Conversely, four states had admirably low rates below 18.5 percent: South Dakota at 17 percent; Idaho at 17 percent; New Mexico at 17 percent and Minnesota at 18 percent.
"The differences between C-section rates among individual hospitals for first-time, low-risk deliveries is even more dramatic than at the state level. For large hospitals, they ranged from 7 percent at Crouse Hospital in Syracuse, N.Y., to 51 percent at South Miami Hospital in Miami," Consumer Reports said.
One hospital just outside of Miami, Hialeah Hospital, showed a low-risk cesarean birth rate of 64.6 percent. A spokesperson said they are focused on providing appropriate services to patients based on their needs, and examine their delivery data for practice patterns. Their C-section rate remained the highest in the country of all hospitals in CR's ratings.
There are a few factors contributing to the high rate of c-section births in low-risk pregnancies. First, the use of continuous fetal heart rate monitoring can create anxiety about non-emergencies. While the technology was implemented in the 1970s to decrease newborn deaths, the only thing they do in low-risk births is drive up the C-section rates, according to Neel Shah, MD, an assistant professor of obstetrics, gynecology, and reproductive biology at Harvard Medical School, who has studied C-section rates in the U.S. and abroad. He said the monitors only identify a real problem about 15 percent of the time, often causing overreaction on the part of physicians.

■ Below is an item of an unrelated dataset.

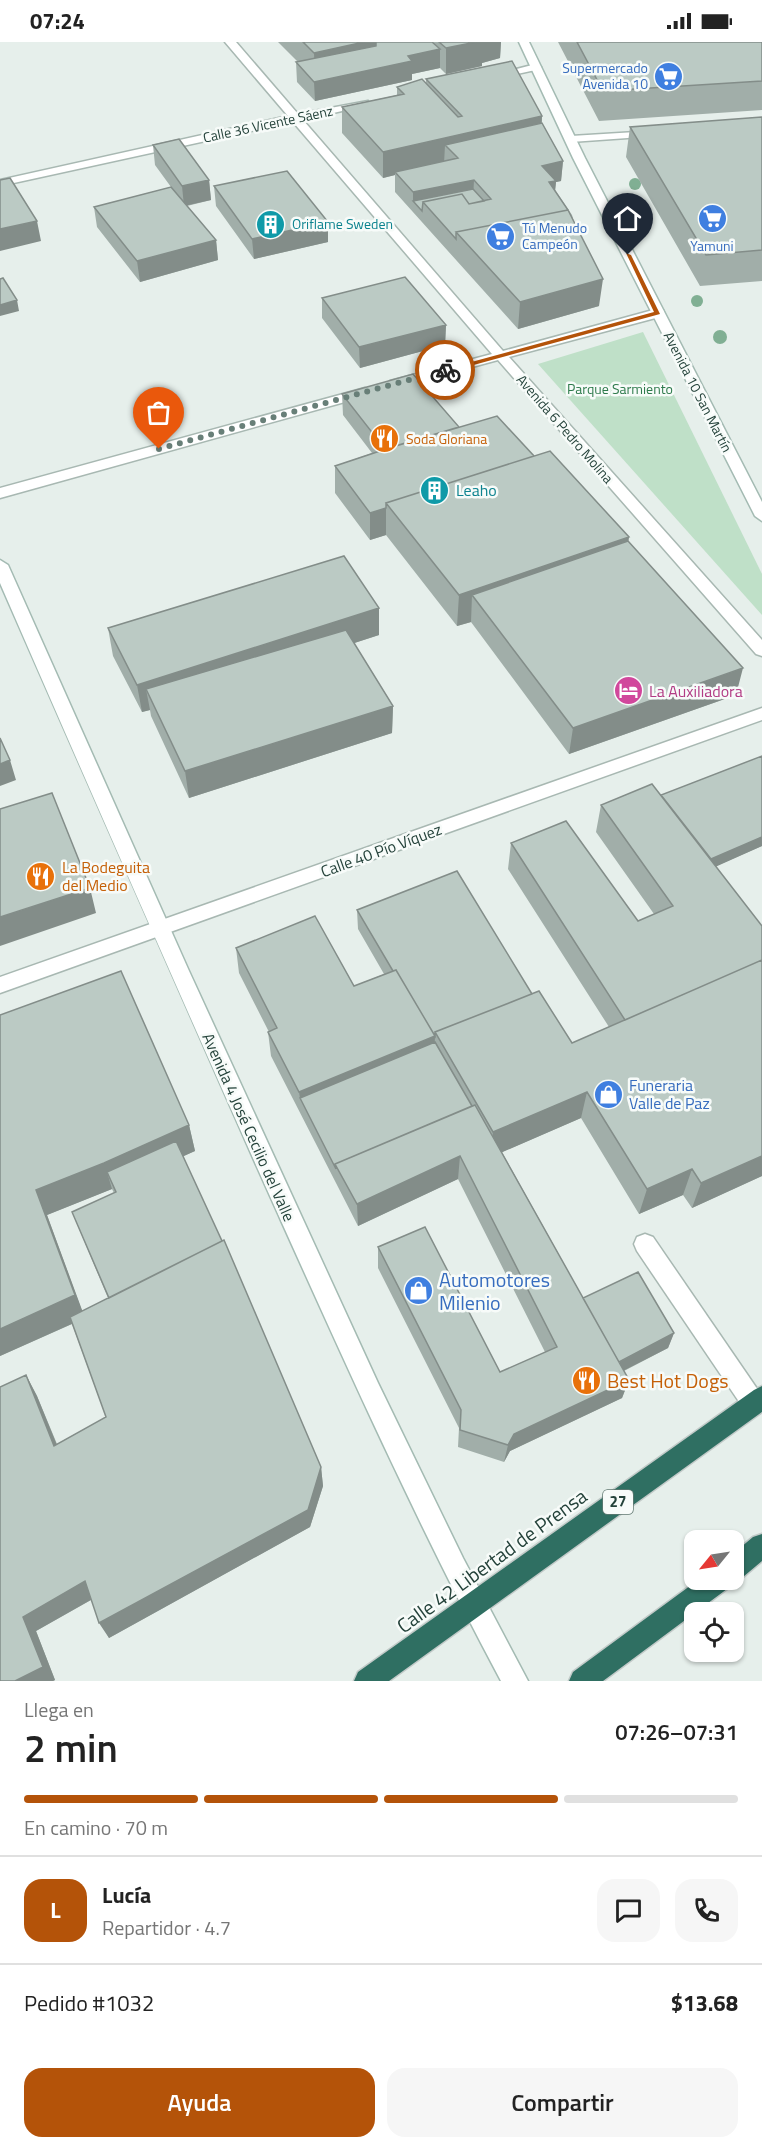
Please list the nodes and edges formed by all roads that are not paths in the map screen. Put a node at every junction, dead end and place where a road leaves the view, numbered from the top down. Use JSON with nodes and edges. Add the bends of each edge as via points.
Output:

Another cause is known as prolonged labor. Physicians may intervene when they think labor is moving too slowly based on the notion that longer labors lead to complications, said Amy Romano, a certified nurse midwife and senior vice president of clinical programs for Baby+Company, who contributed to the report. However the standards on how long labor should take are based on information from the 1950s, Romano said.
Finally, depending on when a women comes into the hospital and how busy the hospital is, that can propel some doctors to rush a birth to free up beds. Also, because hospitals frequently have less staff working on holidays and weekends, that also increases the likelihood of cesarean birth, the CR report said.
According to a study in the journal Birth cited in the CR report, more than half of women would travel 20 miles farther to deliver in a hospital with a c-section rate that was 20 points lower, however ultimately lowering c-section birth rates is up to hospitals and doctors, the report said.
And it is an effort well worth making. Shah pointed out that C-sections are major surgery, and therefore carry the risks of any hospital procedure. "Unnecessary C-sections may be responsible for up to 20,000 major surgical complications a year, including everything from sepsis to hemorrhage to organ injury."
Women with low-risk pregnancies who have their first C-section were three times more likely to die, or suffer serious complications like blood clots, heart attack, and major infections, compared with women delivering vaginally. That's according to a 14-year analysis of more than 2 million women in Canada published in 2007 and cited by American Congress of Obstetricians and Gynecologists guidelines, the CR report said.
Still another reason to avoid an unnecessary c-section is that it greatly increases a mother's probability of having to deliver future children in the same way, as much as a 90 percent likelihood. It also takes women longer to recover from a c-section birth and a vaginal birth has been professed to be better for the infant. "They are less likely to suffer breathing problems and more likely to be breastfed, perhaps because it's easier to get breastfeeding going when mothers are not recovering from major surgery," the report said.
Finally, C-section births carry greater expense. CR cited figures that said the average cost for a C-section in the U.S. today is $16,038, compared with $12,560 for a vaginal birth. That can vary by as much as $10,000 across the country.